- Born: October 28, 1960 (age 65) Tochigi Prefecture, Japan
- Other names: 福田 満夫 およびふくだ みつお
- Occupations: Animation director, scriptwriter, storyboard artist
- Notable work: Future GPX Cyber Formula Gear Fighter Dendoh Mobile Suit Gundam SEED Mobile Suit Gundam SEED Destiny

= Mitsuo Fukuda =

Japanese animation director (born 1960)

Mitsuo Fukuda (福田 己津央, Fukuda Mitsuo) (born October 28, 1960) is a Japanese animation director and scriptwriter from Tochigi Prefecture. He was married to anime screenwriter Chiaki Morosawa until her death in 2016.

==Career==
Fukuda is a graduate of Waseda Senior High School. While in school, he was a member of the manga research society. After graduating from high school, he joined Sunrise in 1979 at the age of 19. He calls himself a disciple of Takeyuki Kanda, who directed Ginga Hyōryū Vifam, Choriki Robo Galatt, and Metal Armor Dragonar among others.

For the OVA series Future GPX Cyber Formula SAGA, Fukuda selected his wife, Chiaki Morosawa, who had been a family friend to talk with about work, to write the scripts, and since then, he has entrusted series composition to Morosawa for almost all of the works he has directed (Morosawa's scriptwriting work is also almost exclusively limited to series directed by her husband Fukuda).

Fukuda's major works include Future GPX Cyber Formula, Gear Fighter Dendoh and the Mobile Suit Gundam SEED series. Although he has been on a freelance basis since Dragonar, when he turned to directing, his participation in other companies' productions has been very limited, with the majority of his work being Sunrise productions. He has a close relationship with Takayuki Yoshii, former president and chairman of Sunrise, and Naotake Furusato, former producer at Sunrise, and most of his career has been spent participating in their works and series.

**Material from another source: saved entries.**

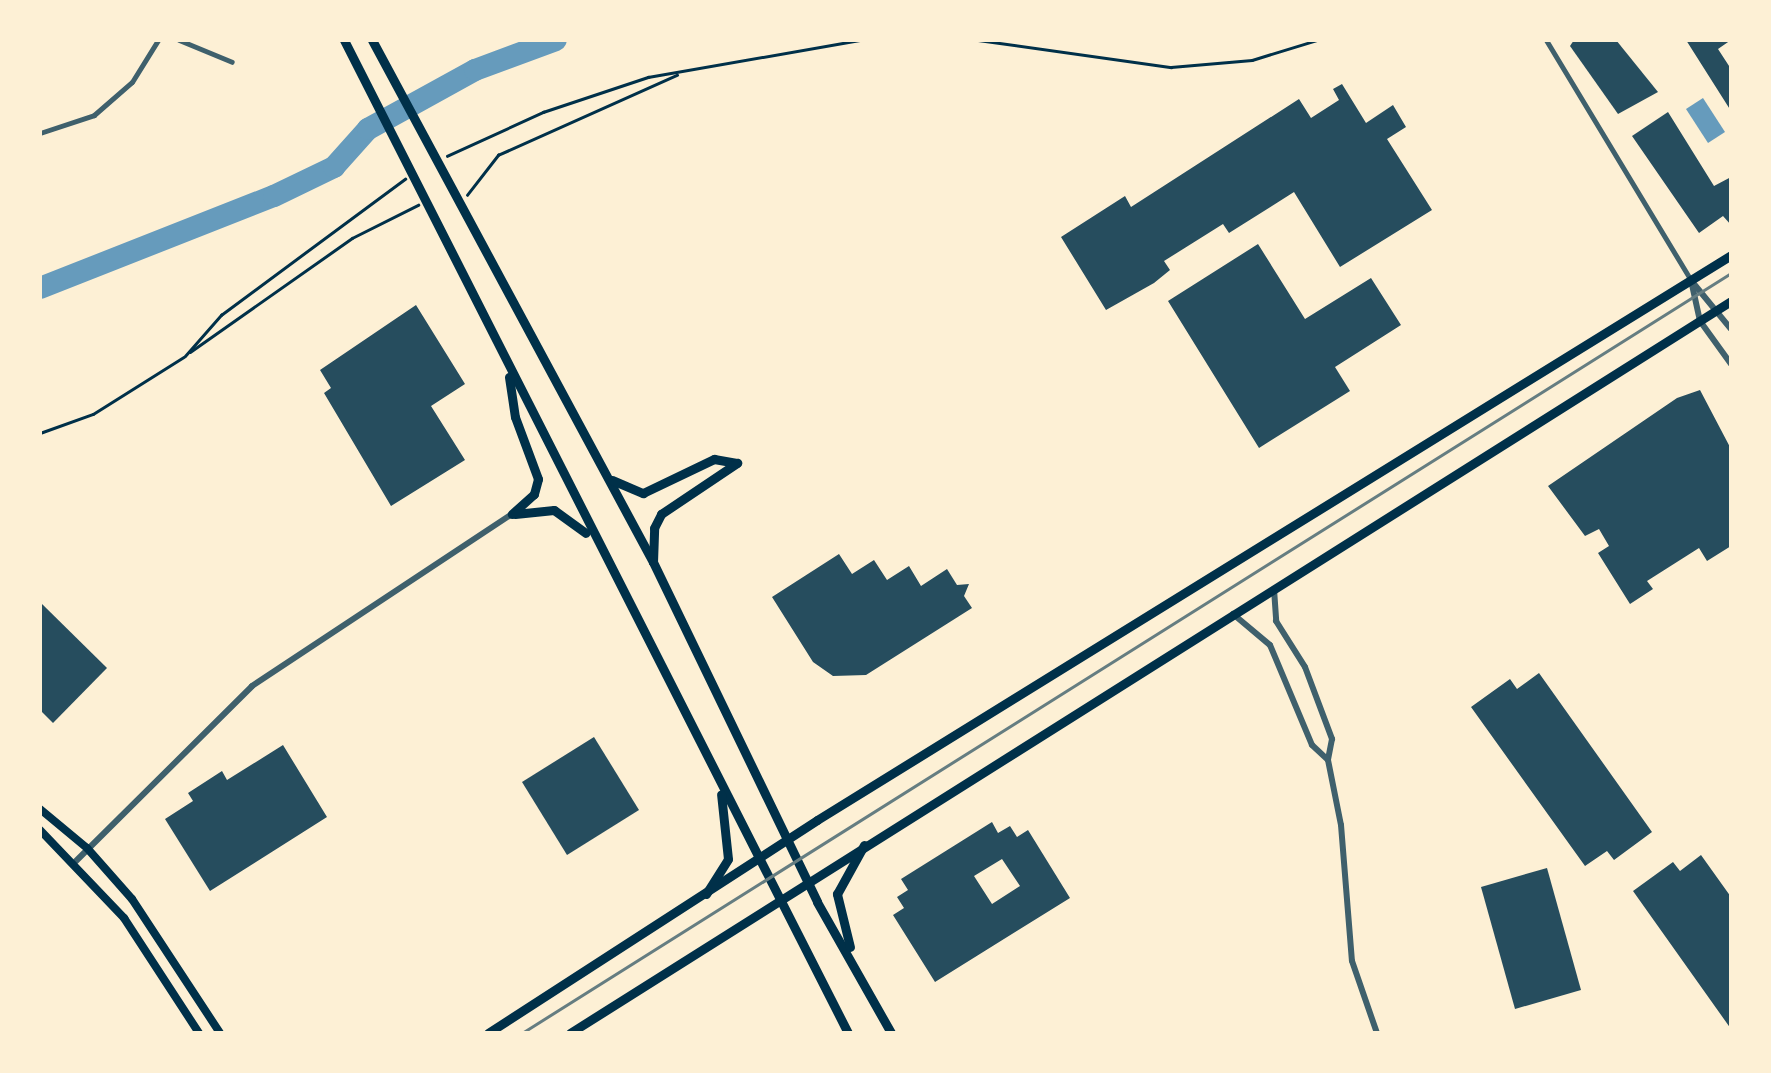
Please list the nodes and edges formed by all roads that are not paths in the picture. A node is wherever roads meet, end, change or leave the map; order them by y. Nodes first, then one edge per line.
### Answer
1 (158, 40) edge
2 (180, 40) edge
3 (344, 40) edge
4 (372, 40) edge
5 (1546, 40) edge
6 (232, 62) dead end
7 (40, 133) edge
8 (1731, 255) edge
9 (1691, 280) junction
10 (1731, 301) edge
11 (1717, 310) junction
12 (1700, 321) junction
13 (1731, 329) edge
14 (508, 364) junction
15 (1731, 364) edge
16 (606, 473) junction
17 (512, 514) junction
18 (594, 542) junction
19 (653, 562) junction
20 (1274, 588) junction
21 (1232, 614) junction
22 (1328, 760) junction
23 (720, 786) junction
24 (40, 809) edge
25 (40, 830) edge
26 (790, 839) junction
27 (864, 845) junction
28 (87, 848) junction
29 (758, 859) junction
30 (76, 861) junction
31 (808, 882) junction
32 (706, 894) junction
33 (779, 901) junction
34 (854, 960) junction
35 (179, 970) junction
36 (166, 980) junction
37 (199, 1033) edge
38 (220, 1033) edge
39 (488, 1033) edge
40 (570, 1033) edge
41 (848, 1033) edge
42 (891, 1033) edge
43 (1377, 1033) edge

1 - 7 street
2 - 6 street
3 - 14 main road
4 - 16 main road
5 - 9 street
8 - 9 main road
9 - 11 street
9 - 12 street
9 - 26 main road
10 - 11 main road
11 - 12 main road
11 - 13 street
12 - 15 street
12 - 20 main road
14 - 17 main road
14 - 18 main road
16 - 19 main road
16 - 19 main road
17 - 18 main road
17 - 28 street
18 - 23 main road
19 - 26 main road
20 - 21 main road
20 - 22 street
21 - 22 street
21 - 27 main road
22 - 43 street
23 - 29 main road
23 - 32 main road
24 - 28 main road
25 - 30 main road
26 - 29 main road
26 - 31 main road
27 - 31 main road
27 - 34 main road
28 - 30 street
28 - 35 main road
29 - 32 main road
29 - 33 main road
30 - 36 main road
31 - 33 main road
31 - 34 main road
32 - 39 main road
33 - 40 main road
33 - 41 main road
34 - 42 main road
35 - 36 main road
35 - 38 main road
36 - 37 main road

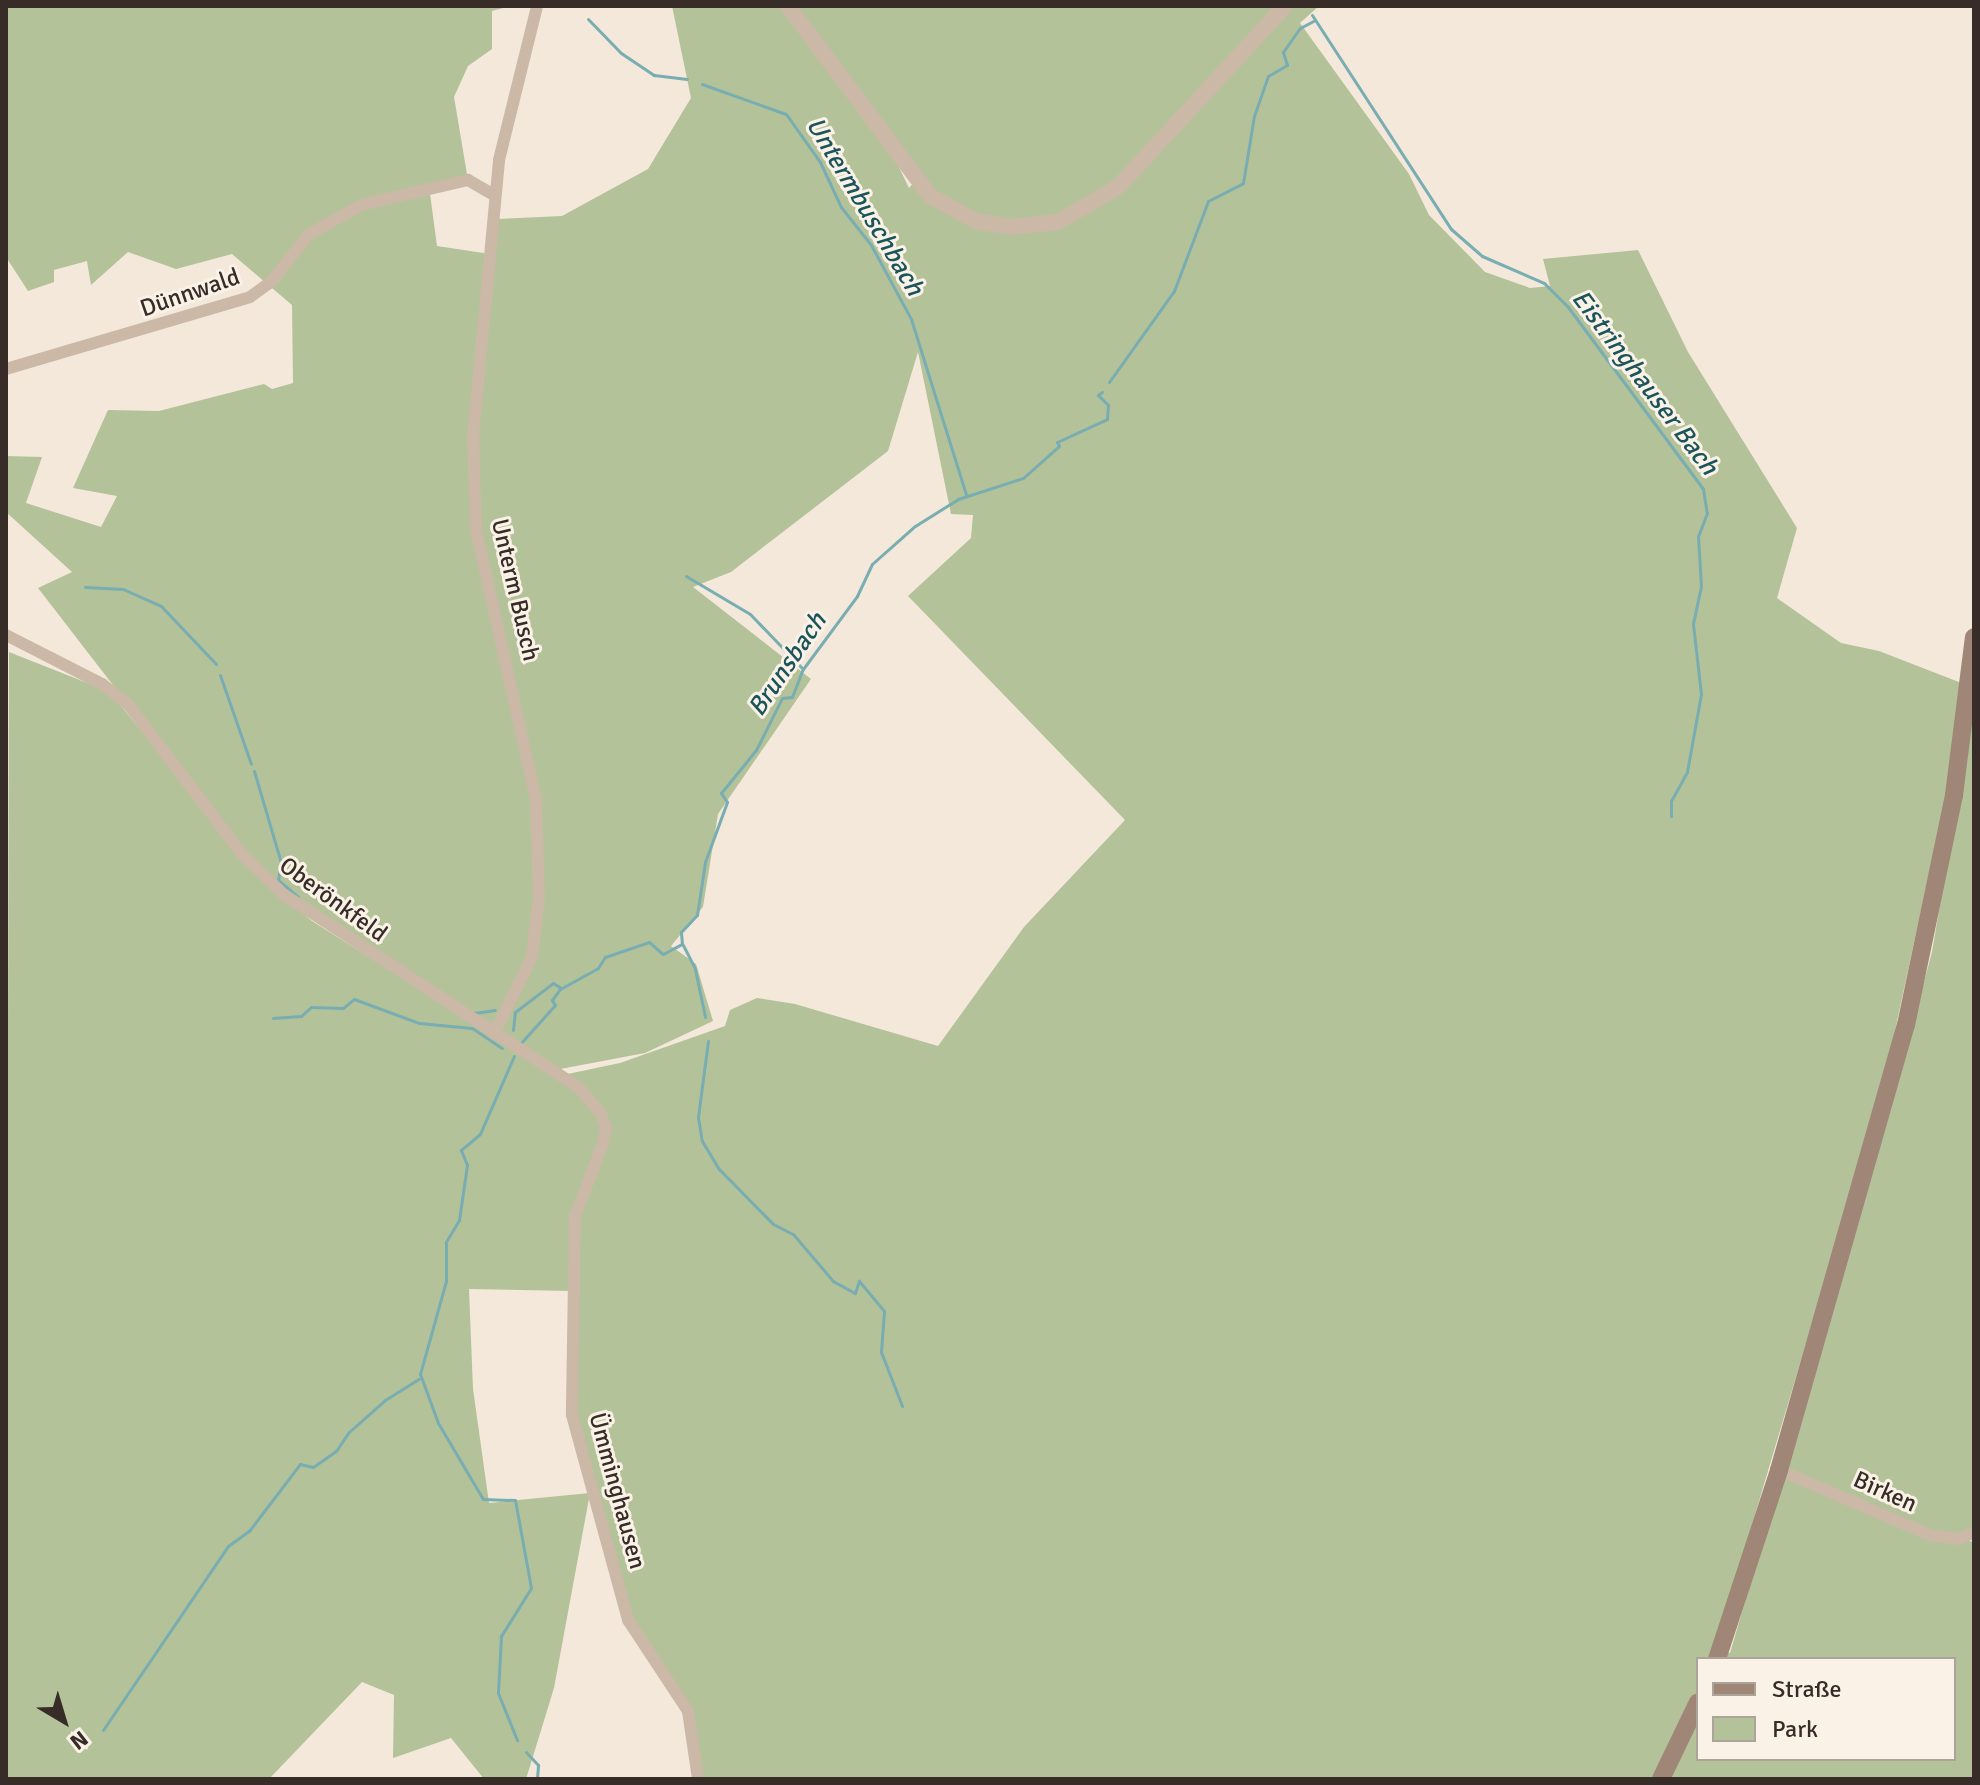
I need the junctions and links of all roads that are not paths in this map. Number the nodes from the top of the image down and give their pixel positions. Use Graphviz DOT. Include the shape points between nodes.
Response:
graph roads {
  1 [pos="537,6"];
  2 [pos="788,6"];
  3 [pos="1285,6"];
  4 [pos="494,195"];
  5 [pos="6,369"];
  6 [pos="6,635"];
  7 [pos="1974,637"];
  8 [pos="494,1034"];
  9 [pos="595,1106"];
  10 [pos="1779,1470"];
  11 [pos="1974,1532"];
  12 [pos="1718,1657"];
  13 [pos="1696,1706"];
  14 [pos="698,1779"];
  15 [pos="1661,1779"];
  1 -- 4 [label="street, Unterm Busch"];
  2 -- 3 [label="street" via="930,196 976,221 1009,227 1058,222 1118,187"];
  4 -- 5 [label="street, Dünnwald" via="468,180 361,205 308,235 273,280 250,297"];
  4 -- 8 [label="street, Unterm Busch" via="473,436 476,530 536,800 539,897 532,957"];
  6 -- 8 [label="street, Oberönkfeld" via="102,684 128,704 241,853 283,894"];
  7 -- 10 [label="main road" via="1954,795 1906,1025"];
  8 -- 9 [label="street, Oberönkfeld" via="579,1088"];
  9 -- 14 [label="street, Ümminghausen" via="606,1129 575,1216 572,1415 628,1620 688,1711"];
  10 -- 11 [label="street, Birken" via="1923,1533 1948,1539"];
  10 -- 12 [label="main road"];
  13 -- 15 [label="main road"];
}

In addition, as mentioned above, most of Morosawa's participation has been limited to works directed by Fukuda, but Furusato was the producer of Outlaw Star, the only series in which Morosawa participated that was not directed by Fukuda.

==Works==
=== TV anime ===
- Invincible Robo Trider G7 (1980) - Setting production
- Saikyō Robo Daiōja (1981) - Setting manager
- Choriki Robo Galatt (1984) - Setting production
- Dirty Pair (1985) - Setting production
- Metal Armor Dragonar (1987) - Episode director, storyboards
- Mashin Hero Wataru (1988) - Episode director, storyboards
- Madö King Granzört (1989) - Episode director, storyboards
- Brave Exkaiser (1990) - Chief unit director, episode director, storyboards
- Future GPX Cyber Formula (1991) - Director, episode director, storyboards
- The Brave Fighter of Legend Da-Garn (1992) - Storyboards, episode director
- Mobile Suit Victory Gundam (1993) - Storyboards (episode 29)
- Wild Knights Gulkeeva (1995) - Storyboards (episode 13)
- Gear Fighter Dendoh (2000) - Chief director, storyboards, episode director
- Crush Gear Turbo (2001) - Chief 3D unit director, storyboards
- Mobile Suit Gundam SEED (2002) - Director, episode director, storyboards
  - Mobile Suit Gundam SEED: Special Edition (2004) - Director, unit director, storyboards
  - Mobile Suit Gundam SEED HD Remaster (2012) - Director, episode director, storyboards, key animation (uncredited)
- Mobile Suit Gundam SEED Destiny (2004) - Director, episode director, storyboards
  - Mobile Suit Gundam SEED Destiny: Special Edition (2006–2007) - Director, unit director, storyboards
  - Mobile Suit Gundam SEED Destiny HD Remaster (2013) - Director, episode director, storyboards
- Cross Ange (2014) - Creative producer, storyboards, mechanical unit director
- Cestvs: The Roman Fighter (2021) - Storyboards (episode 10)
- Grendizer U (2024) - Chief director

=== Movies ===
- Mobile Suit Gundam SEED Freedom (2024) - Director/Co-Writer

=== OVA ===
- Future GPX Cyber Formula 11 (1992) - Chief director, original story, script, storyboards, episode director
- Future GPX Cyber Formula ZERO (1994) - Chief director, original story, script, storyboards, episode director
- Private Eye Dol (1995) - Director
- Mobile Suit Gundam: The 08th MS Team (1996) - Promo storyboards
- Super Atragon (1996) - Director, storyboards (episode 2)
- Future GPX Cyber Formula EARLYDAYS RENEWAL (1996) - Director, script, episode director
- Future GPX Cyber Formula SAGA (1996) - Chief director, original story, storyboards, episode director
- Future GPX Cyber Formula SIN (1998) - Chief director, original story, storyboards, episode director

=== Web anime ===
- Megohime Animation (2019, 2020, 2021) - Director
- Blade of the Immortal (2019) - Storyboards (episode 10)
- Gundam Build Divers Re:Rise (2020) - Storyboards (episodes 18, 22, 25), episode director (episode 25)
- Gundam Build Real (2021) - Action storyboards

=== Games ===
- Busou Shinki: Battle Masters Mk.2 (2011) - Opening storyboards, supervision

=== Novels ===
- Future GPX Cyber Formula SAGA (1998)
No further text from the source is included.